Ao meu lado um homem alto e gordo transpirava aos pingos, ainda assim conseguia cochilar, de pé, sustentado por uma barra de apoio. Eu mesma sentia meu suor escorrer pelas costas e molhar a camiseta, que agora estava grudada no corpo e melada da fuligem do trem. Mais à frente alguns rapazes falavam alto e faziam piadas enquanto tentavam destravar uma das portas pra se aliviarem com o vento que corria do lado de fora. Eu já me afligi bastante com esse tipo de brincadeira, achava um absurdo que as pessoas arriscassem a vida desse jeito, se um sujeito desses cai, morre na hora, acontece com freqüência. Hoje sou capaz de entender que se amontoar no caixote de lata numa tarde tão abafada é uma empreitada sobre-humana, e fico é com inveja da ousadia deles.

O problema é que desde que a empresa ferroviária foi privatizada colocaram seguranças nas estações pra reprimir a “imprudência” dos passageiros. Já vi, mais de uma vez, trabalhador tomar porrada de cassetete com o trem em movimento e ser obrigado, pelo susto e pela dor, a largar a porta automática que se fecha por pressão. Dá pra ouvir o estalo de osso trincando, TAC!, depois, as gargalhadas e a zombaria do povo dentro do vagão. É a Rede Ferroviária zelando pelo bem estar de seus clientes e pela preservação de sua propriedade. Se tiver que pagar indenização por todo pé-rapado que se acidenta a empresa vai à falência, parece justo que se preocupem.

Bom, ninguém caiu nem apanhou no dia mais quente do ano. Dementes, suportávamos uma hora de enfadonha tortura. Cá no meu canto eu teimava em me esquivar da experiência me refugiando num texto qualquer. Também pode ter sido alguma obra crucial, uma dessas que descrevem com rigor ou escárnio a vida dura ou a ironia nossa de cada dia.

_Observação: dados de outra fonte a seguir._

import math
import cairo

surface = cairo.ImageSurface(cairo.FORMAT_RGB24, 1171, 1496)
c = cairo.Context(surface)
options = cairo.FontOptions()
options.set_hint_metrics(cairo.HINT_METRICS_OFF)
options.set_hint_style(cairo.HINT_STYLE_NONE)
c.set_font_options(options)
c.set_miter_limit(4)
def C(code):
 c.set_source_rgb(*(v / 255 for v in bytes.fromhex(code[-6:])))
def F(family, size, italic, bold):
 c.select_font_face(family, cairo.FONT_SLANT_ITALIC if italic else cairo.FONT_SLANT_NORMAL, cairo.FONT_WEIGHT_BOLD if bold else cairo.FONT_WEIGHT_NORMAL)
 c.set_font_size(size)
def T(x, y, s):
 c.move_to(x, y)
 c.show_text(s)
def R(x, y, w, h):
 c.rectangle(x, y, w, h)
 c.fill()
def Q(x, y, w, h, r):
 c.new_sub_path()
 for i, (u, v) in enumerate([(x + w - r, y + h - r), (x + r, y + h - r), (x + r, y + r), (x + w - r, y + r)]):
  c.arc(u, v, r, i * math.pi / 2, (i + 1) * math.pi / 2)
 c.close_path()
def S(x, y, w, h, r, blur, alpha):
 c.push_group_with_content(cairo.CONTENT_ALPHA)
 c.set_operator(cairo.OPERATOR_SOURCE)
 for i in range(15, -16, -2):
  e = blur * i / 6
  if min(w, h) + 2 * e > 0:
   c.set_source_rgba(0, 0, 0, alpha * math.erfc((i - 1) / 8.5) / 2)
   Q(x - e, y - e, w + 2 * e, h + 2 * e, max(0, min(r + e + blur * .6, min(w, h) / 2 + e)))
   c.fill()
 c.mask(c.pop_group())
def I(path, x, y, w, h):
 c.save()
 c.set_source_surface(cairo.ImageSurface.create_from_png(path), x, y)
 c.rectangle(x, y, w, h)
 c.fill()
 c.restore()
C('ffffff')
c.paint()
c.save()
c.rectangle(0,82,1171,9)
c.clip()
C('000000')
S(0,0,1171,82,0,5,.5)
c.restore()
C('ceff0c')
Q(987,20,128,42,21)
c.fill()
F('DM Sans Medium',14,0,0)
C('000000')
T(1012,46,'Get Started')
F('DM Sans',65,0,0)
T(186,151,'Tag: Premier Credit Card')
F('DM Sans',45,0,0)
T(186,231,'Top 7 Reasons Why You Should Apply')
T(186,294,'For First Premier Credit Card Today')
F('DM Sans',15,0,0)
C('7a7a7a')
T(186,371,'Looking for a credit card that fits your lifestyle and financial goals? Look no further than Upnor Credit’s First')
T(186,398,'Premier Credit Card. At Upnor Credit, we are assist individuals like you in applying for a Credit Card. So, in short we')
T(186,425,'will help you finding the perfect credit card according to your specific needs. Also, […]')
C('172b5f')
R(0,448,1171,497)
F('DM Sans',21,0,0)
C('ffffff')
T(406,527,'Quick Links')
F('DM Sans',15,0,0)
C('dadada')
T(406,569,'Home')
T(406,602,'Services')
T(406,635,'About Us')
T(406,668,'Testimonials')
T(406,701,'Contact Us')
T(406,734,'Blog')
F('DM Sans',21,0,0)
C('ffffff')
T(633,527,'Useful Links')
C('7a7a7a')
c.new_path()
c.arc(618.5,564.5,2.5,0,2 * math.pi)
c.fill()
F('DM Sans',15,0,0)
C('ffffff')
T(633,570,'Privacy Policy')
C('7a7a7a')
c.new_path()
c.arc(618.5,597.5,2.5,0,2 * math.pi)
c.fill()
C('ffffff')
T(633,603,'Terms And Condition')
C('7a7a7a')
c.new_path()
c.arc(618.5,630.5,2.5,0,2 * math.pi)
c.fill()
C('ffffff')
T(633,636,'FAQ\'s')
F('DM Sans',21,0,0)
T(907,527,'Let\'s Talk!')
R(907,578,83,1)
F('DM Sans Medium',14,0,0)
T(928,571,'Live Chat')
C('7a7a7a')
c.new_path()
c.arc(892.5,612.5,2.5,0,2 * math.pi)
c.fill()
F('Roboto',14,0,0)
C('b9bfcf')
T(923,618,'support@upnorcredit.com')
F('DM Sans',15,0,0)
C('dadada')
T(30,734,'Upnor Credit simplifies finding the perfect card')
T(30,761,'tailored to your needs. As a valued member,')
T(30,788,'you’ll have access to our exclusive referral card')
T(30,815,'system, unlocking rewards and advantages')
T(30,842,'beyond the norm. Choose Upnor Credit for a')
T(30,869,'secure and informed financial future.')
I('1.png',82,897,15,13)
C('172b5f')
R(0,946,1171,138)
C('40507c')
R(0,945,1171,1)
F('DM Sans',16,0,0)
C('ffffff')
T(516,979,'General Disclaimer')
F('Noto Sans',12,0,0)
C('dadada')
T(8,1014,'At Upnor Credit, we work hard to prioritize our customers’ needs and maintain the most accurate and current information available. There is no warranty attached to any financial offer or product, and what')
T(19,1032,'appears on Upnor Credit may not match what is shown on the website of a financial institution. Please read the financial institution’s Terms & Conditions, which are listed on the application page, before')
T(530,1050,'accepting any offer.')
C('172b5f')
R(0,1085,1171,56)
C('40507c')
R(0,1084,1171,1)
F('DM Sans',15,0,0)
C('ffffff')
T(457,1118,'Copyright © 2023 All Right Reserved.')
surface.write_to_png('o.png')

No fim das contas não importam quais os livros, a história vale para entender que, um pouco intencionalmente, fui permitindo que o pequeno acúmulo de leitura formasse uma lente espessa sobre meus olhos. Ainda não sou capaz de avaliar o grau de distorção atingido aqui desta perspectiva, mas não há dúvida de que já há algum tempo me deixo levar por uma espécie de existência mediada.

Também não é recente o conflito intelectual gerado pela tensão entre as letras e a vida. Quantos já não protestaram contra a inclinação banal de acomodar a realidade nos livros! Uma operação mais bem-sucedida é a de tomar a leitura como complemento da experiência, como forma de dar sentido ao vivido, meio de atribuir caráter à matéria. Ou ainda buscar nas obras resquícios de existência. O registro preservado das experimentações alheias. A inscrição de algumas das muitas ações possíveis. No meu caso a propensão tem sido a de me perder no refúgio e me consumir na imobilidade.

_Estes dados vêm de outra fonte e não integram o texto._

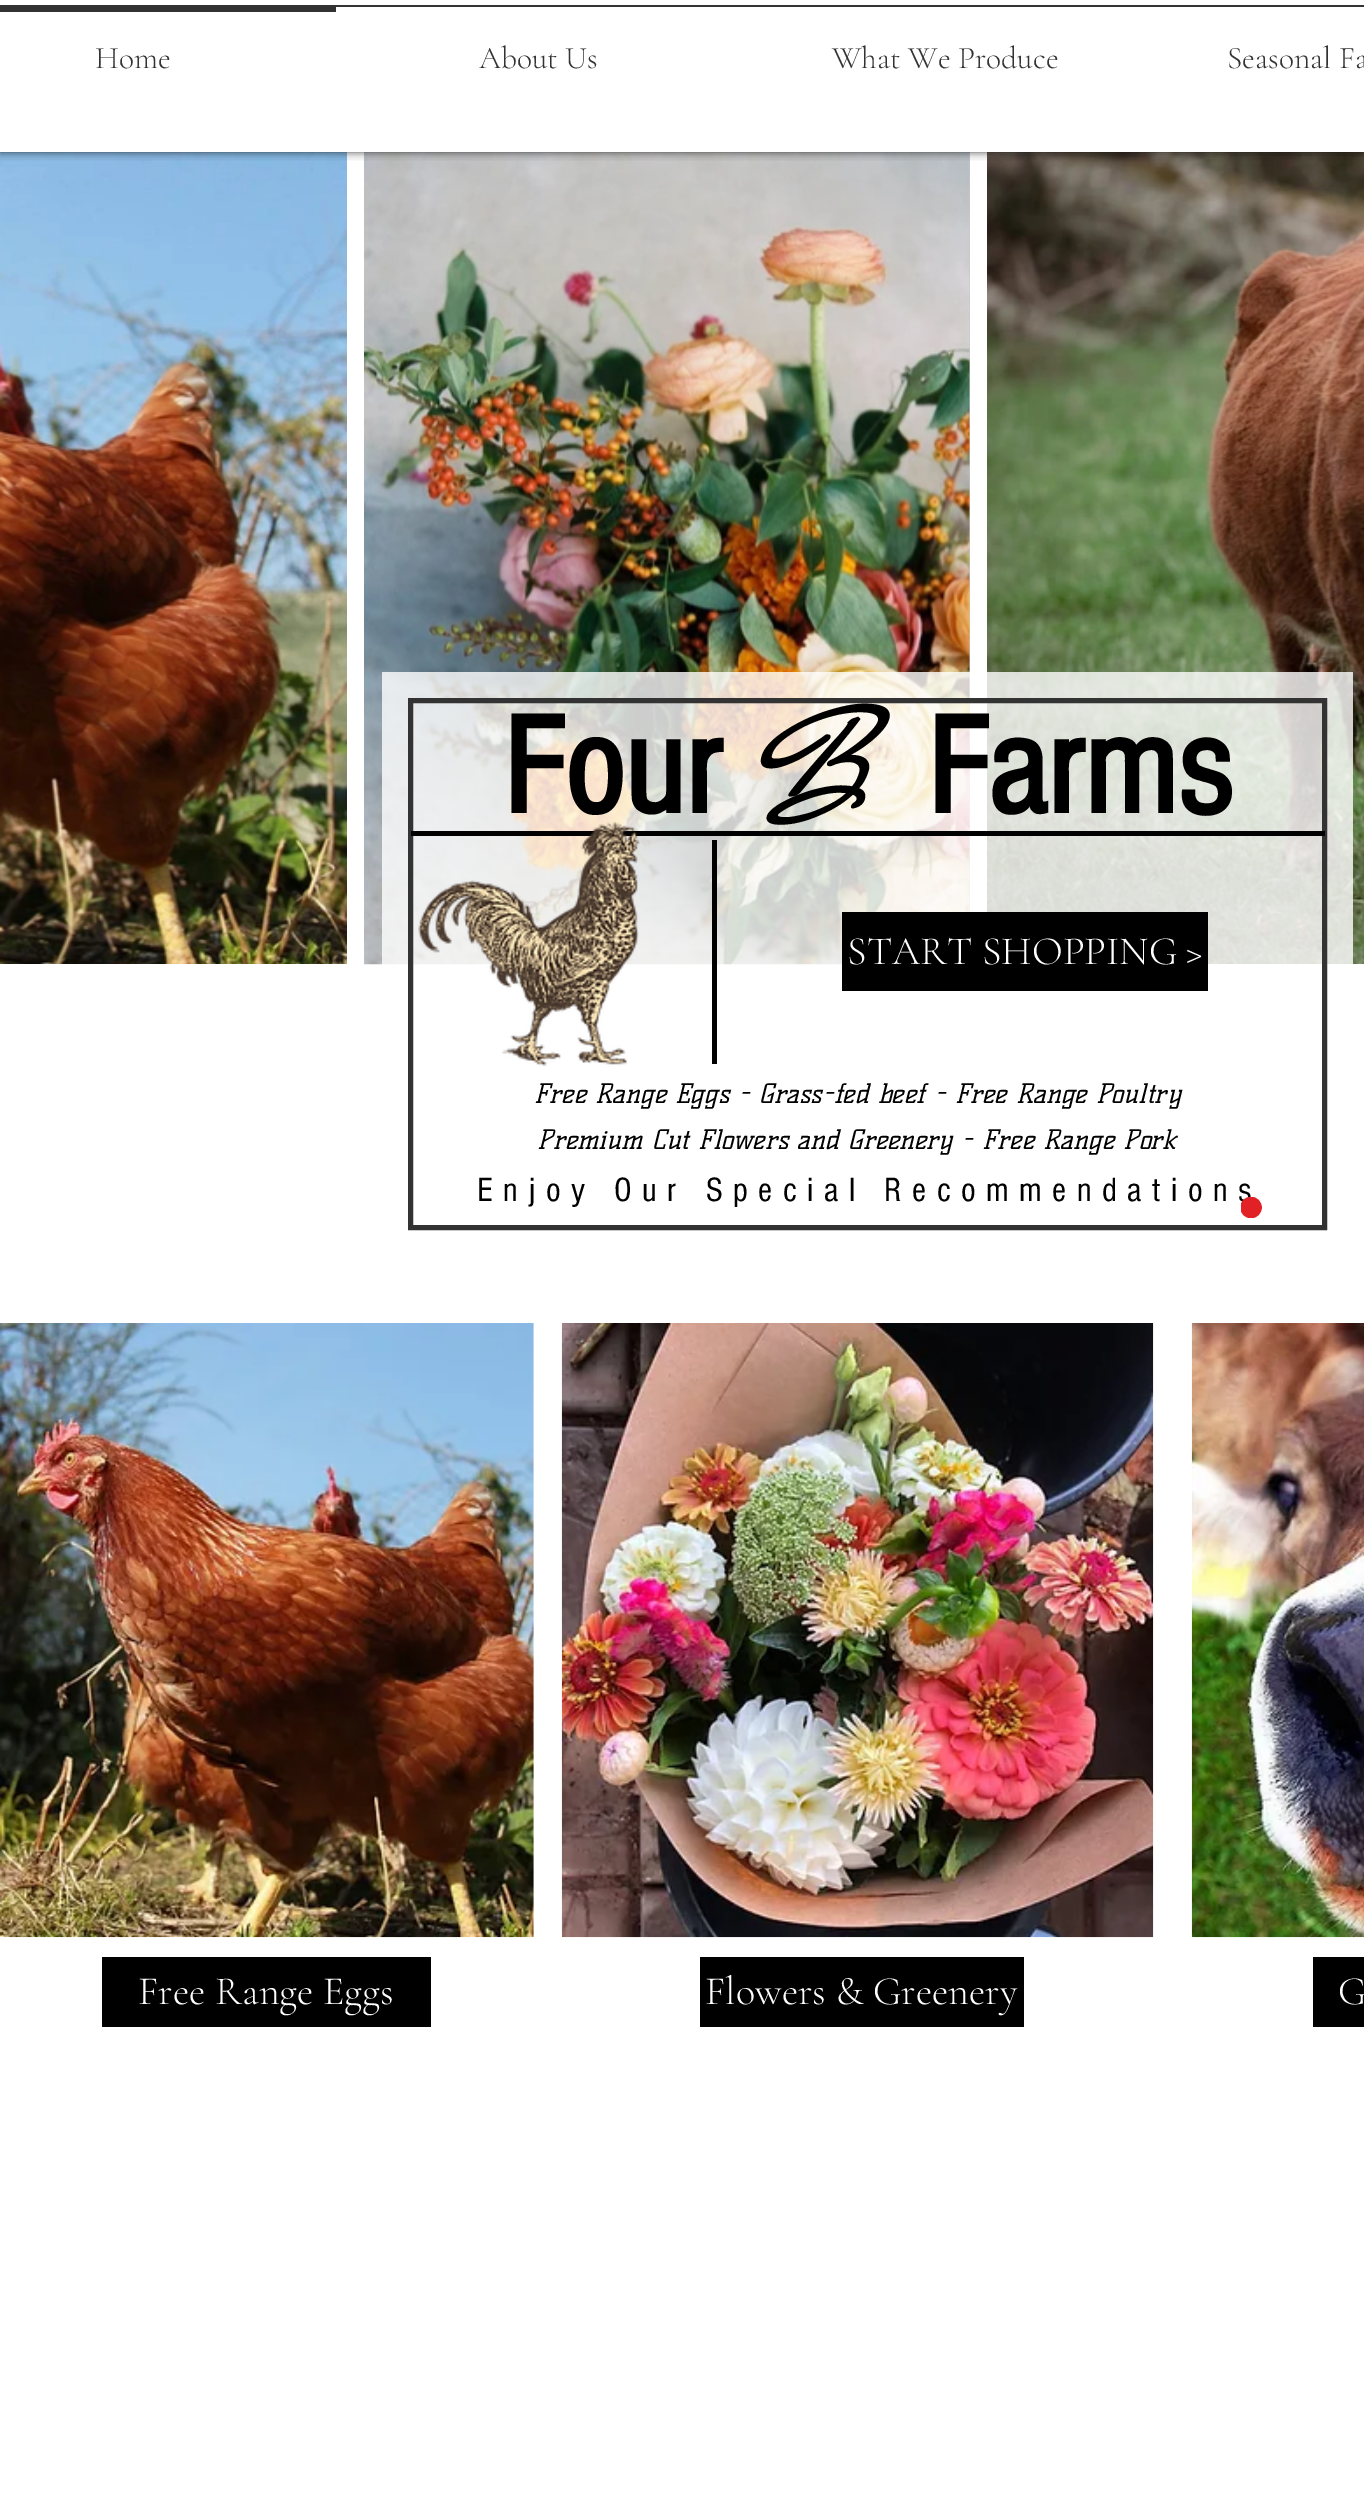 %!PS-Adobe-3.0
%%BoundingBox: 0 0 1364 2499
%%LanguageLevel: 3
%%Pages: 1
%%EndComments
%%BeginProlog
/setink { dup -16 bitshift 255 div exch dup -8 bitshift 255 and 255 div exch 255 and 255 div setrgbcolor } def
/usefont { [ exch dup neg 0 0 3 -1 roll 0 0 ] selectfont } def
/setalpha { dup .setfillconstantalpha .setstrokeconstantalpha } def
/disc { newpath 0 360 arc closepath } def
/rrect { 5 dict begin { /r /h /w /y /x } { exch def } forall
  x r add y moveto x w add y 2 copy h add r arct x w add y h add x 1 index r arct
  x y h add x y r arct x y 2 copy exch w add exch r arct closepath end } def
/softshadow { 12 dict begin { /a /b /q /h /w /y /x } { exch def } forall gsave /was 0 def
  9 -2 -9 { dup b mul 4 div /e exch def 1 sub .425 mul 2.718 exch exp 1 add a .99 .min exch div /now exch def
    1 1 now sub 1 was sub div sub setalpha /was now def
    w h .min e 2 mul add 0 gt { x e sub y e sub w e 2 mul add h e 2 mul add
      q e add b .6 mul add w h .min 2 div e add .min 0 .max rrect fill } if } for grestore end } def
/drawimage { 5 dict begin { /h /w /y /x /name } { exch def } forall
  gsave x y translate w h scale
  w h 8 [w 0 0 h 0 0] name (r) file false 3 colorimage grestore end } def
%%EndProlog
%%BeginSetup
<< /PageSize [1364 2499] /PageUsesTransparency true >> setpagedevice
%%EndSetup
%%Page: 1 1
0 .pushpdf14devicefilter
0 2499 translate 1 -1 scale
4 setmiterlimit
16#FFFFFF setink
0 0 1364 2499 rectfill
(img1.raw) 0 152 347 812 drawimage
16#C7C7C7 setink
364 152 606 760 rectfill
(img2.raw) 364 152 606 813 drawimage
(img3.raw) 987 152 377 812 drawimage
gsave
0 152 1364 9 rectclip
16#000000 setink
0 0 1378 152 0 4.5 0.7 softshadow
grestore
16#333333 setink
0 5 336 7 rectfill
/CormorantGaramond-Light 31.5 usefont
95 68 moveto (Home) show
336 5 1028 2 rectfill
[
    [(About Us) 479 68]
    [(What We Produce) 832 68]
    [(Seasonal Fa) 1227 68]
] { aload pop moveto show } forall
0.8 setalpha
16#FFFFFF setink
382 672 971 293 rectfill
1 setalpha
16#333333 setink
5 setlinewidth
410.5 700.5 914 527 rectstroke
/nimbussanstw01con-Bold 143.5 usefont
16#000000 setink
504 813 moveto (Four) show
/MrDeHaviland-BoldItalic 143.5 usefont
756 813 moveto (B) show
/nimbussanstw01con-Bold 143.5 usefont
928 813 moveto (Farms) show
411 831 914 5 rectfill
(img4.raw) 418 822 222 245 drawimage
712 840 5 224 rectfill
842 912 366 79 rectfill
/CormorantGaramond-Light 40.25 usefont
16#FFFFFF setink
847 964 moveto (START SHOPPING >) show
/KellySlab-Italic 26.25 usefont
16#000000 setink
534 1103 moveto (Free Range Eggs - Grass-fed beef - Free Range Poultry) show
537 1149 moveto (Premium Cut Flowers and Greenery - Free Range Pork) show
/nimbussanstw01con-Regular 35 usefont
477 1201 moveto 10.5 0 (Enjoy Our Special Recommendations) ashow
(img5.raw) 0 1323 534 615 drawimage
(img6.raw) 561 1323 593 615 drawimage
(img7.raw) 1191 1323 173 615 drawimage
102 1957 329 70 rectfill
/CormorantGaramond-Light 40.25 usefont
16#FFFFFF setink
138 2004 moveto (Free Range Eggs) show
16#000000 setink
700 1957 324 70 rectfill
16#FFFFFF setink
705 2004 moveto (Flowers & Greenery) show
16#000000 setink
1313 1957 51 70 rectfill
16#FFFFFF setink
1338 2004 moveto (G) show
16#E12126 setink
1251 1207.5 9 disc fill
gsave
1241 1197 21 21 rectclip
3.5 setlinewidth
1251 1207.5 9 disc stroke
grestore
.poppdf14devicefilter showpage
%%EOF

Mas ainda posso crer que as viagens de volta para a baixa urbe têm força para me chacoalhar o juízo e me restituir ao movimento. É como se esse deslocamento no sentido contrário ao que eu segui quando saí da periferia para ir à universidade me colocasse novamente em estado de trânsito. Volto para casa consideravelmente transfigurada, com alguns livros na bagagem e a sensação de que já não caibo no lugar que por anos insisti em afirmar como meu. Está certo que eu também nunca me acomodei por completo dentro do que eu considerava o fora. Acabei me convencendo de que minha ventura é dizer respeito à estrada de ferro.